(Collected data)
_ _ _ _ _
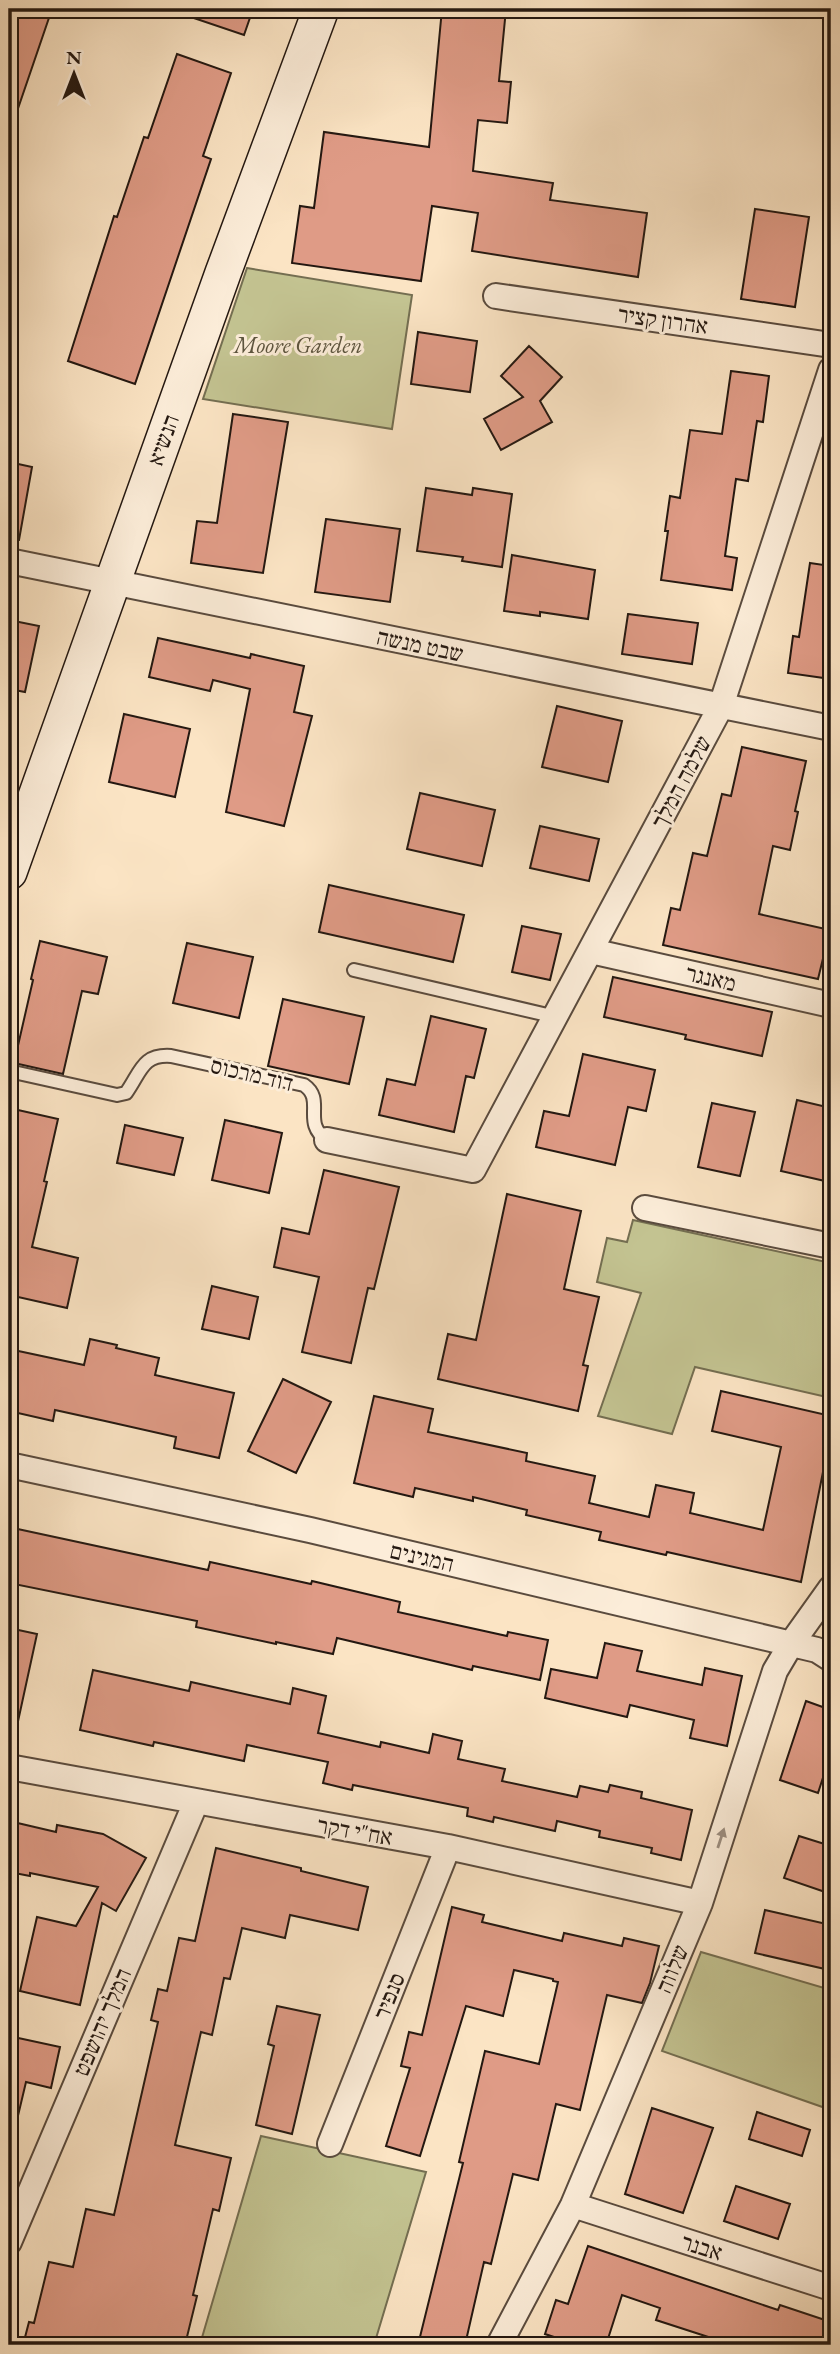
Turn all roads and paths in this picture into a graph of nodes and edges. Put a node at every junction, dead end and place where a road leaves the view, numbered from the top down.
1 (321, 9) edge
2 (496, 296) dead end
3 (831, 345) edge
4 (831, 370) edge
5 (9, 561) edge
6 (113, 582) junction
7 (721, 706) junction
8 (831, 728) edge
9 (9, 872) edge
10 (591, 951) junction
11 (354, 970) dead end
12 (831, 1005) edge
13 (556, 1017) junction
14 (9, 1072) edge
15 (327, 1140) joint
16 (473, 1170) joint
17 (645, 1208) dead end
18 (831, 1246) edge
19 (9, 1465) edge
20 (831, 1588) edge
21 (791, 1644) junction
22 (831, 1659) edge
23 (9, 1767) edge
24 (196, 1802) junction
25 (448, 1847) junction
26 (700, 1903) junction
27 (330, 2144) dead end
28 (573, 2205) junction
29 (9, 2242) edge
30 (831, 2288) edge
31 (499, 2345) edge

1 - 6 street, הנשיא
2 - 3 street, אהרון קציר
4 - 7 street, שלמה המלך
5 - 6 street, שבט מנשה
6 - 7 street, שבט מנשה
6 - 9 street, הנשיא
7 - 8 street, שבט מנשה
7 - 10 street, שלמה המלך
10 - 12 street, מאנגר
10 - 13 street, שלמה המלך
11 - 13 lane
13 - 16 street, שלמה המלך
14 - 15 lane, דוד מרכוס
15 - 16 street, דוד מרכוס
17 - 18 street
19 - 21 street, המגינים
20 - 21 street, שלווה
21 - 22 street, המגינים
26 -> 21 street, שלווה
23 - 24 street, אח"י דקר
24 - 25 street, אח"י דקר
24 - 29 street, המלך יהושפט
25 - 26 street, אח"י דקר
25 - 27 street, סנפיר
26 - 28 street, שלווה
28 - 30 street, אבנר
28 - 31 street, שלווה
_ _ _ _ _
# Work task:
When you copy the data, keep every line exact and leave out each picture.

# Exercise output:
Turn all roads and paths in this picture into a graph of nodes and edges. Put a node at every junction, dead end and place where a road leaves the view, numbered from the top down.
1 (321, 9) edge
2 (496, 296) dead end
3 (831, 345) edge
4 (831, 370) edge
5 (9, 561) edge
6 (113, 582) junction
7 (721, 706) junction
8 (831, 728) edge
9 (9, 872) edge
10 (591, 951) junction
11 (354, 970) dead end
12 (831, 1005) edge
13 (556, 1017) junction
14 (9, 1072) edge
15 (327, 1140) joint
16 (473, 1170) joint
17 (645, 1208) dead end
18 (831, 1246) edge
19 (9, 1465) edge
20 (831, 1588) edge
21 (791, 1644) junction
22 (831, 1659) edge
23 (9, 1767) edge
24 (196, 1802) junction
25 (448, 1847) junction
26 (700, 1903) junction
27 (330, 2144) dead end
28 (573, 2205) junction
29 (9, 2242) edge
30 (831, 2288) edge
31 (499, 2345) edge

1 - 6 street, הנשיא
2 - 3 street, אהרון קציר
4 - 7 street, שלמה המלך
5 - 6 street, שבט מנשה
6 - 7 street, שבט מנשה
6 - 9 street, הנשיא
7 - 8 street, שבט מנשה
7 - 10 street, שלמה המלך
10 - 12 street, מאנגר
10 - 13 street, שלמה המלך
11 - 13 lane
13 - 16 street, שלמה המלך
14 - 15 lane, דוד מרכוס
15 - 16 street, דוד מרכוס
17 - 18 street
19 - 21 street, המגינים
20 - 21 street, שלווה
21 - 22 street, המגינים
26 -> 21 street, שלווה
23 - 24 street, אח"י דקר
24 - 25 street, אח"י דקר
24 - 29 street, המלך יהושפט
25 - 26 street, אח"י דקר
25 - 27 street, סנפיר
26 - 28 street, שלווה
28 - 30 street, אבנר
28 - 31 street, שלווה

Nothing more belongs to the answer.